Work to complete
Pick out each line in these entries that contains the string "highway".

######

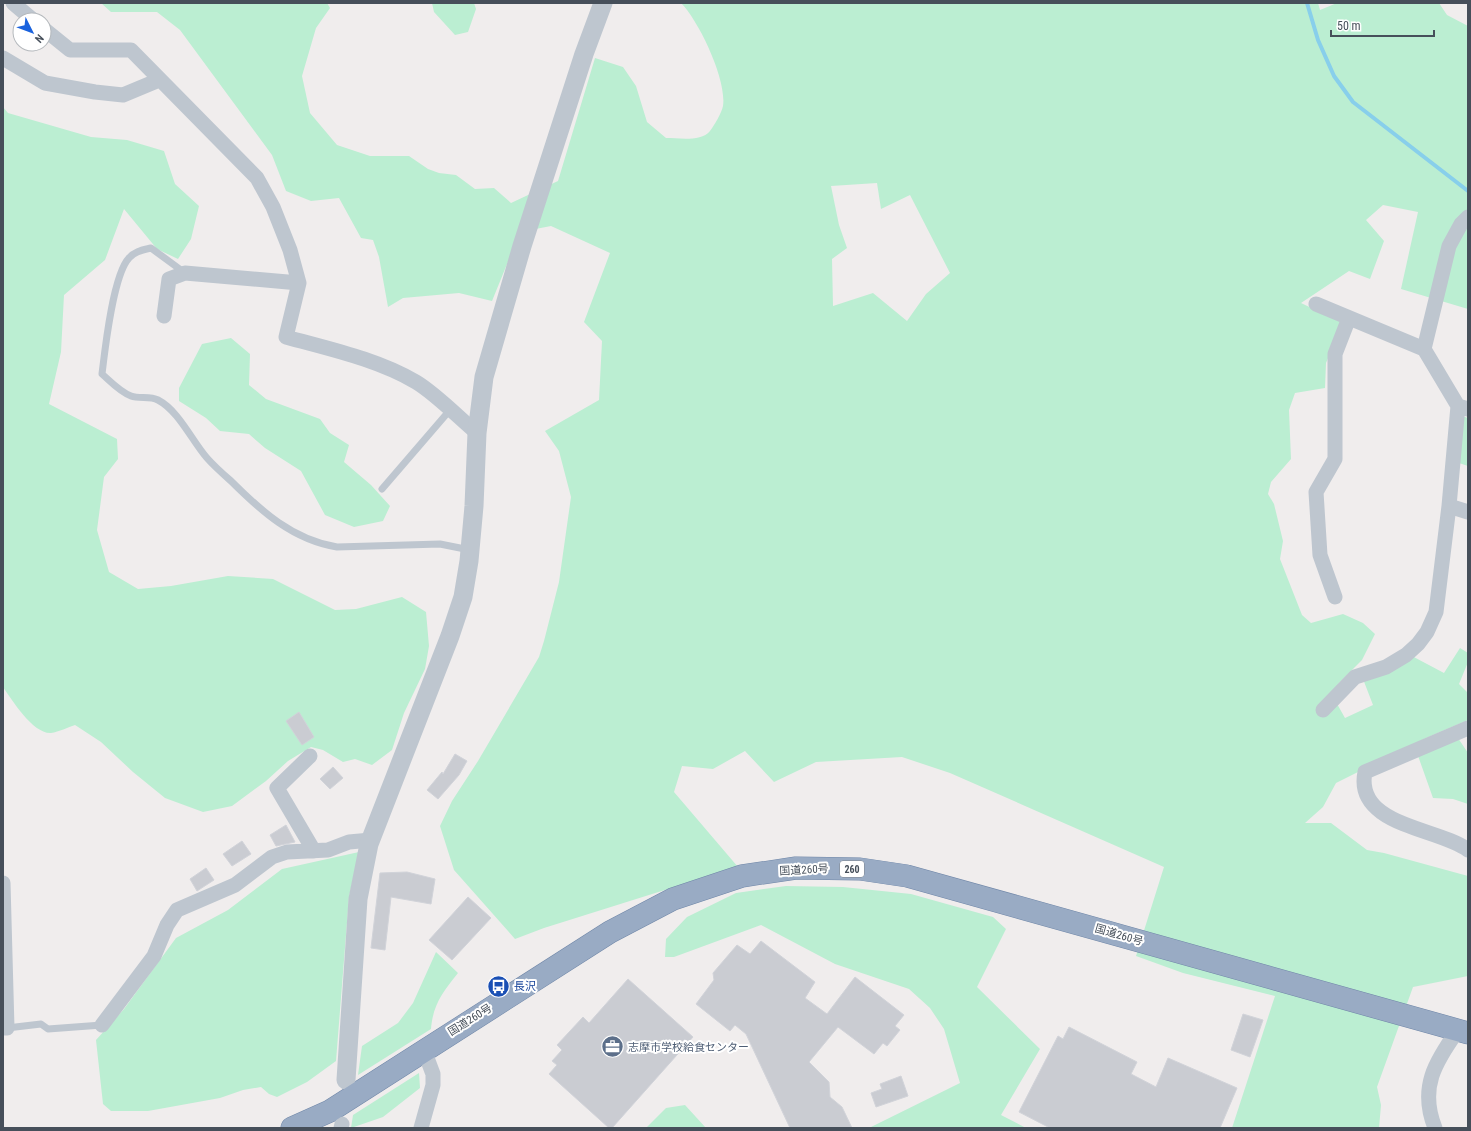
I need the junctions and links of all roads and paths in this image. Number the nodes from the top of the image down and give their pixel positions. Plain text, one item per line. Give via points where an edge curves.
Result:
1 (13, 3) edge
2 (603, 3) edge
3 (24, 12) edge
4 (52, 35) edge
5 (3, 58) edge
6 (159, 80) junction
7 (1468, 217) edge
8 (185, 273) junction
9 (299, 283) junction
10 (1316, 304) dead end
11 (164, 316) dead end
12 (1349, 318) junction
13 (1424, 349) junction
14 (1463, 407) edge
15 (450, 410) junction
16 (478, 433) junction
17 (382, 489) dead end
18 (1449, 506) junction
19 (1468, 512) edge
20 (470, 550) junction
21 (1336, 597) dead end
22 (1323, 710) dead end
23 (1468, 728) edge
24 (310, 756) dead end
25 (371, 840) junction
26 (1468, 850) edge
27 (314, 851) junction
28 (3, 883) edge
29 (4, 960) edge
30 (102, 1026) joint
31 (5, 1028) edge
32 (1465, 1028) edge
33 (424, 1050) junction
34 (346, 1080) dead end
35 (292, 1128) edge
36 (421, 1128) edge
37 (1435, 1128) edge

1 - 3 street
2 - 16 street via 584,54 494,337 484,377
4 - 6 street via 70,50 131,50
5 - 6 street via 45,83 95,92 123,95
6 - 9 street via 257,178 273,207 290,250
7 - 13 street via 1449,246
8 - 9 street
8 - 11 street via 169,279
8 - 20 lane via 151,248 140,250 129,258 119,278 105,343 102,374 118,389 131,396 158,400 177,417 206,458 236,487 267,514 303,538 337,547 440,544
9 - 15 street via 286,337 388,368 417,382
10 - 12 street
12 - 13 street
12 - 21 street via 1335,354 1335,459 1316,492 1320,555
13 - 14 street
14 - 18 street
15 - 16 street
15 - 17 lane
16 - 20 street
18 - 19 street
18 - 22 street via 1436,612 1427,632 1406,655 1386,667 1355,677
20 - 25 street via 463,598
23 - 26 street via 1365,772 1363,781 1368,795 1384,815 1399,823 1458,842
24 - 27 street via 277,788
25 - 27 street via 349,842 328,850
25 - 34 street via 358,899
27 - 30 street via 287,852 272,857 235,885 177,910 167,925 154,956
28 - 29 street
29 - 31 street
30 - 31 lane via 48,1029 41,1024
32 - 33 highway, 国道260号 / 260 via 907,876 860,869 796,868 742,876 673,898 610,932
32 - 37 street via 1439,1058 1429,1084 1427,1096
33 - 35 highway, 国道260号 / 260 via 330,1111
33 - 36 street via 433,1074 433,1084

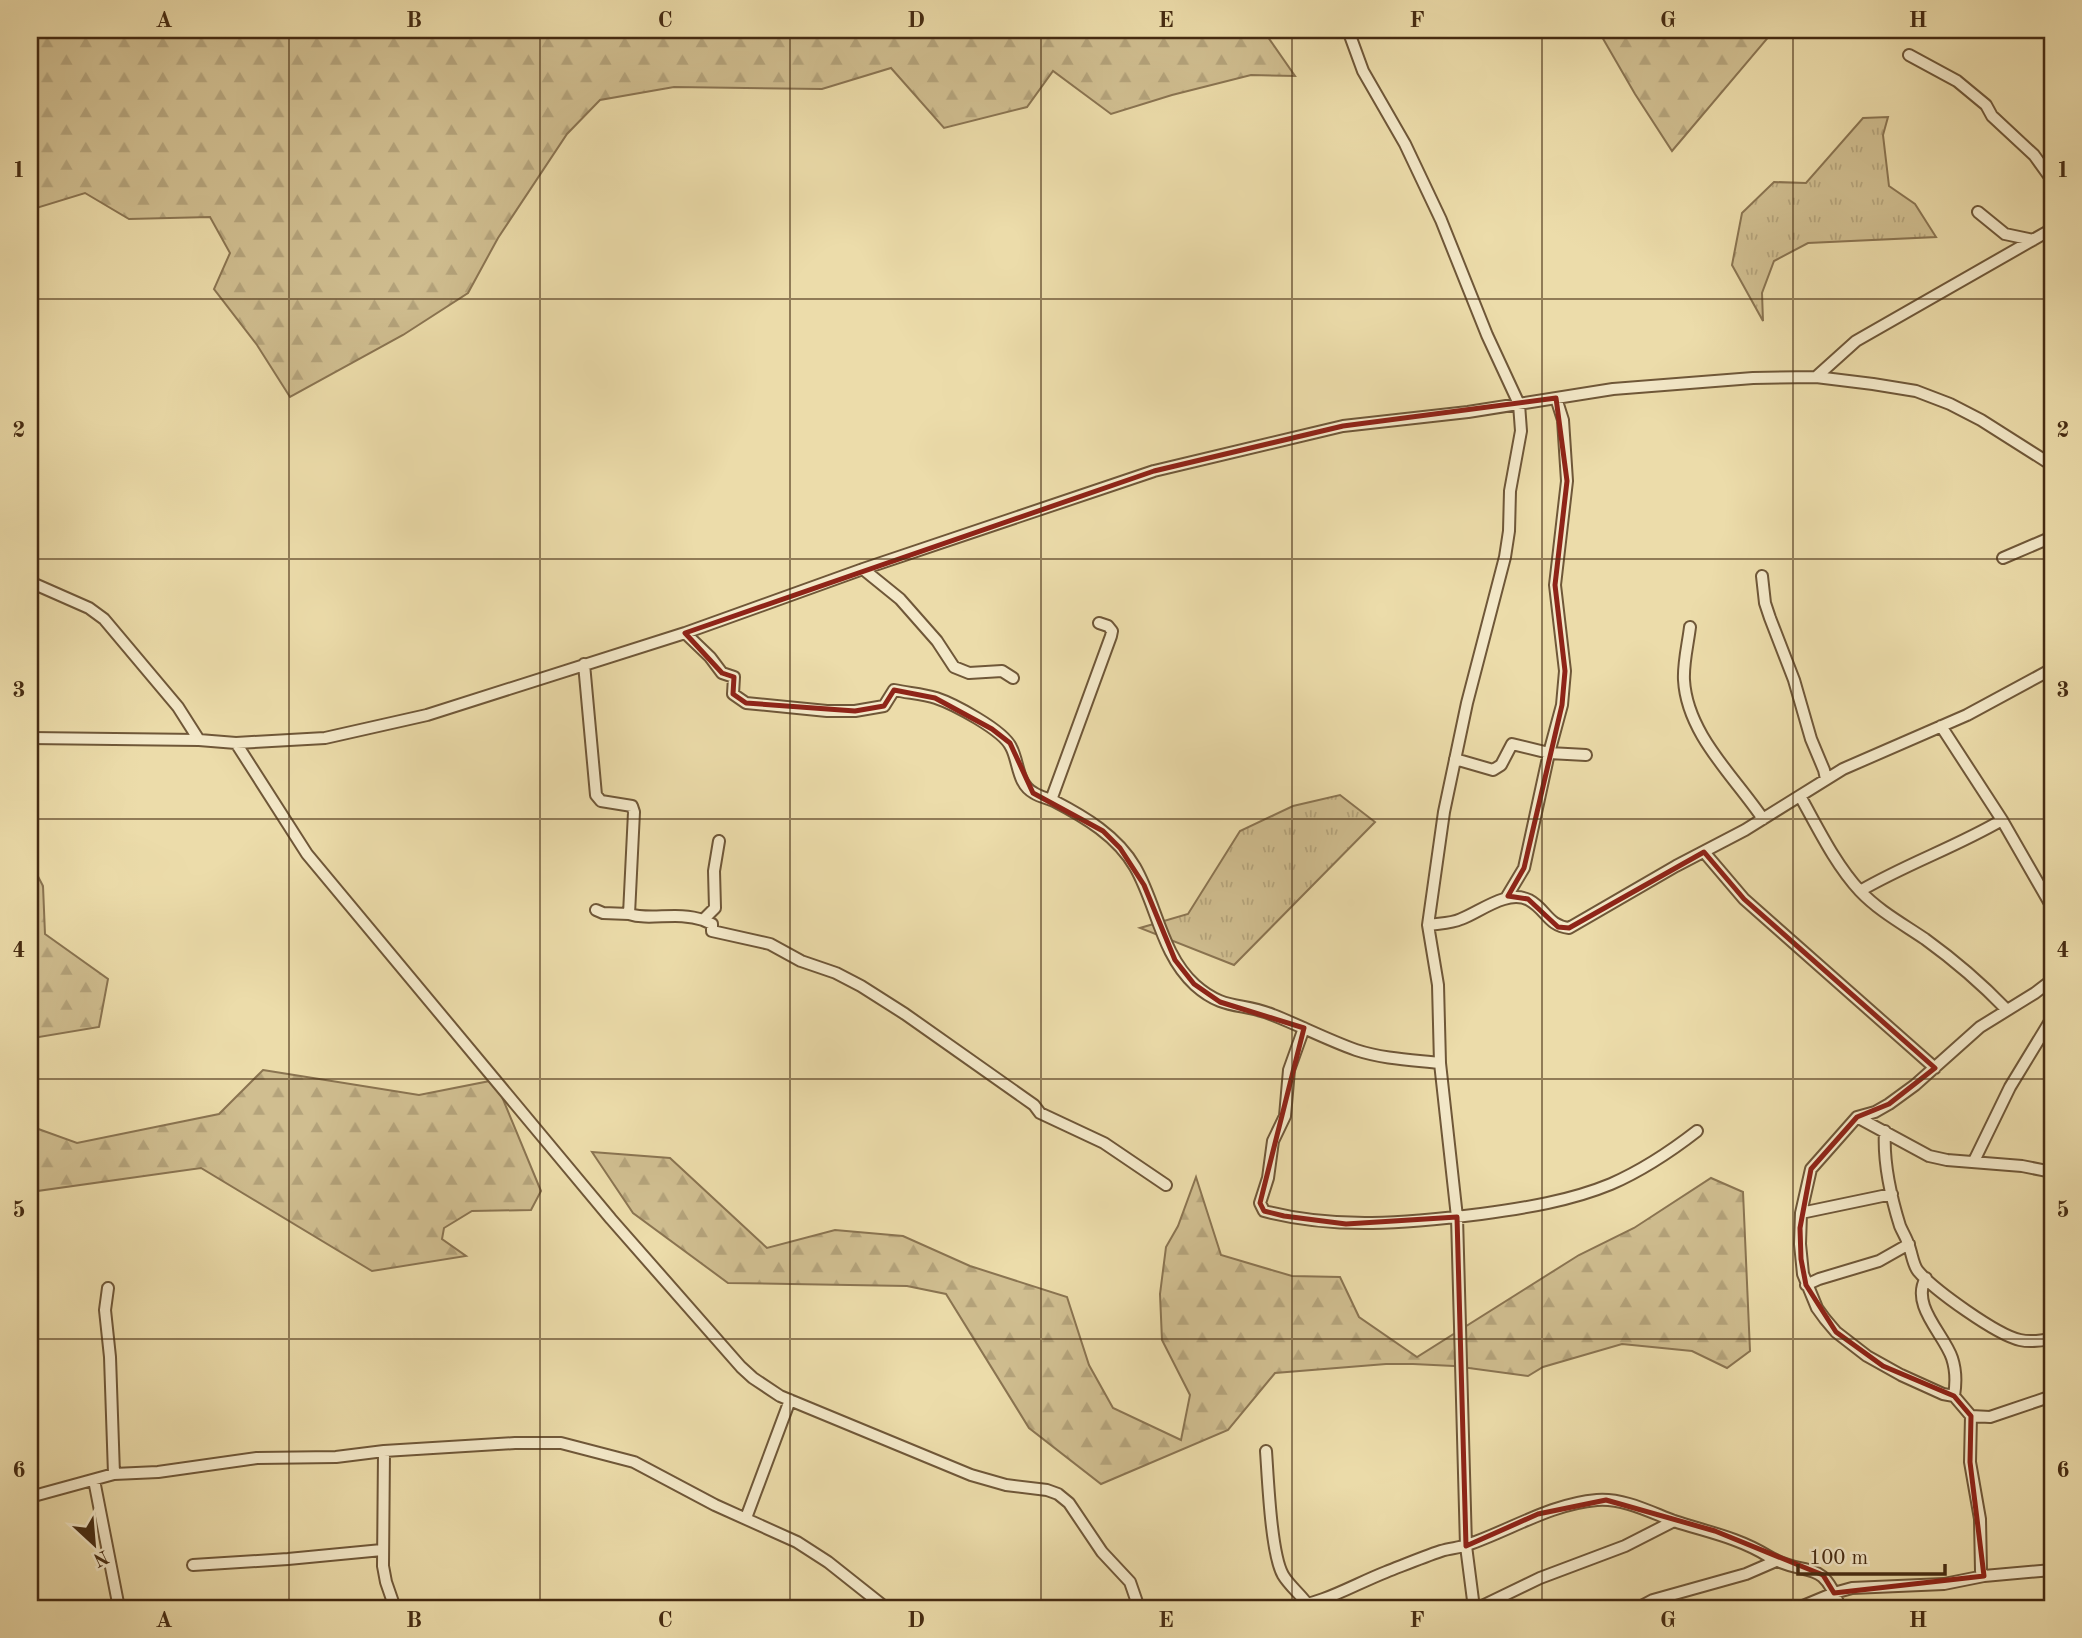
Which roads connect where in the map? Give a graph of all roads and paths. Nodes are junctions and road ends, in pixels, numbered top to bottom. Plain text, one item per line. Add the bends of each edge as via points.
1 (1348, 30) edge
2 (1909, 55) dead end
3 (2052, 180) edge
4 (1978, 212) dead end
5 (2052, 229) edge
6 (2033, 240) junction
7 (1816, 377) junction
8 (1556, 398) junction
9 (1519, 404) junction
10 (2052, 465) edge
11 (2052, 537) edge
12 (2003, 558) dead end
13 (863, 569) junction
14 (1762, 576) dead end
15 (30, 582) edge
16 (1099, 623) dead end
17 (1690, 626) dead end
18 (685, 633) junction
19 (584, 664) junction
20 (2052, 670) edge
21 (1013, 678) dead end
22 (1941, 726) junction
23 (30, 738) edge
24 (199, 740) junction
25 (236, 743) junction
26 (1549, 753) junction
27 (1586, 755) dead end
28 (1455, 759) junction
29 (1826, 779) junction
30 (1800, 796) junction
31 (1051, 800) junction
32 (1763, 819) junction
33 (2002, 820) junction
34 (719, 841) dead end
35 (1704, 852) junction
36 (1860, 891) junction
37 (1506, 898) junction
38 (2052, 907) edge
39 (596, 910) dead end
40 (629, 914) junction
41 (703, 920) junction
42 (1428, 925) junction
43 (2052, 980) edge
44 (2006, 1009) junction
45 (2052, 1018) edge
46 (1304, 1028) junction
47 (1440, 1063) junction
48 (1935, 1068) junction
49 (1857, 1117) junction
50 (1698, 1131) dead end
51 (1885, 1131) junction
52 (1974, 1161) junction
53 (2052, 1172) edge
54 (1166, 1185) dead end
55 (1892, 1194) junction
56 (1801, 1213) junction
57 (1457, 1217) junction
58 (1909, 1244) junction
59 (1926, 1278) junction
60 (1806, 1285) junction
61 (108, 1288) dead end
62 (2052, 1338) edge
63 (1954, 1396) junction
64 (2052, 1396) edge
65 (790, 1400) junction
66 (1971, 1416) junction
67 (384, 1451) junction
68 (1266, 1451) dead end
69 (114, 1474) junction
70 (94, 1480) junction
71 (30, 1497) edge
72 (746, 1518) junction
73 (1674, 1521) junction
74 (1466, 1546) junction
75 (382, 1550) junction
76 (1776, 1561) junction
77 (193, 1565) dead end
78 (2052, 1570) edge
79 (1984, 1576) junction
80 (1834, 1592) junction
81 (1310, 1607) edge
82 (119, 1608) edge
83 (395, 1608) edge
84 (887, 1608) edge
85 (1139, 1608) edge
86 (1287, 1608) edge
87 (1476, 1608) edge
88 (1638, 1608) edge
89 (1798, 1608) edge
90 (1839, 1608) edge

1 - 9 street via 1363,71 1441,220
2 - 3 street via 1956,81 1986,105
4 - 6 street via 2005,234
5 - 6 street
6 - 7 street via 1856,341
7 - 8 street via 1613,389
7 - 10 street via 1916,391 1981,420
8 - 9 street
8 - 26 street via 1563,419 1567,481 1555,585 1565,671 1562,705
9 - 13 street via 1343,426 1154,471
9 - 28 street via 1521,432 1505,557
11 - 12 street
13 - 18 street
13 - 21 street via 900,599 954,667 969,673 1002,671
14 - 29 street via 1765,603
15 - 24 street via 104,619 178,707
16 - 31 street via 1108,626 1111,636
17 - 32 street via 1684,678 1695,720
18 - 19 street
18 - 31 street via 722,673 734,677 733,694 746,703 855,711 884,706 894,690 956,707 1010,743 1024,785
19 - 25 street via 426,715 325,738
19 - 40 street via 596,796 601,801 626,803 634,812
20 - 22 street
22 - 29 street
22 - 33 street
23 - 24 street
24 - 25 street
25 - 65 street via 307,854 520,1111 741,1367
26 - 27 street
26 - 28 street via 1512,744 1501,765 1493,770
26 - 37 street via 1524,867
28 - 42 street
29 - 30 street
30 - 32 street
30 - 36 street
31 - 46 street via 1103,831 1134,865 1161,933 1195,984 1220,1002 1272,1014
32 - 35 street
33 - 36 street
33 - 38 street
34 - 41 street via 715,908
35 - 37 street via 1569,928 1558,927 1528,899
35 - 48 street via 1744,899
36 - 44 street via 1972,976
37 - 42 street via 1462,919
39 - 40 street
40 - 41 street
41 - 54 street via 712,924 712,931 770,944 861,986 1040,1113 1104,1143
42 - 47 street via 1438,985
43 - 44 street
44 - 48 street
45 - 52 street via 2010,1087
46 - 47 street via 1357,1050
46 - 57 street via 1289,1070 1285,1116 1273,1141 1261,1195 1264,1211 1316,1221 1378,1225
47 - 57 street
48 - 49 street via 1889,1104
49 - 51 street
49 - 56 street via 1811,1169
50 - 57 street via 1647,1167 1609,1185 1521,1209
51 - 52 street via 1930,1156
51 - 55 street
52 - 53 street
55 - 56 street
55 - 58 street
56 - 60 street
57 - 74 street
58 - 59 street via 1916,1270
58 - 60 street via 1879,1261
59 - 62 street via 1996,1330 2021,1340
59 - 63 street via 1922,1297 1953,1360
60 - 63 street via 1825,1320 1867,1356
61 - 69 street via 105,1310
63 - 66 street
64 - 66 street via 1990,1417
65 - 72 street
65 - 85 street via 971,1475 1058,1494 1130,1582
66 - 79 street via 1971,1471
67 - 69 street via 257,1458
67 - 72 street via 561,1443 634,1462
67 - 75 street
68 - 81 street via 1279,1567
69 - 70 street
70 - 71 street
70 - 82 street
72 - 84 street via 797,1542
73 - 74 street via 1637,1506 1596,1500 1538,1514
73 - 76 street via 1715,1531
73 - 87 street
74 - 81 street via 1417,1560
74 - 87 street
75 - 77 street
75 - 83 street
76 - 80 street via 1823,1575
76 - 88 street
78 - 79 street
79 - 80 street via 1944,1584
80 - 89 street
80 - 90 street
81 - 86 street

######

Written solution
32 - 33 highway, 国道260号 / 260 via 907,876 860,869 796,868 742,876 673,898 610,932
33 - 35 highway, 国道260号 / 260 via 330,1111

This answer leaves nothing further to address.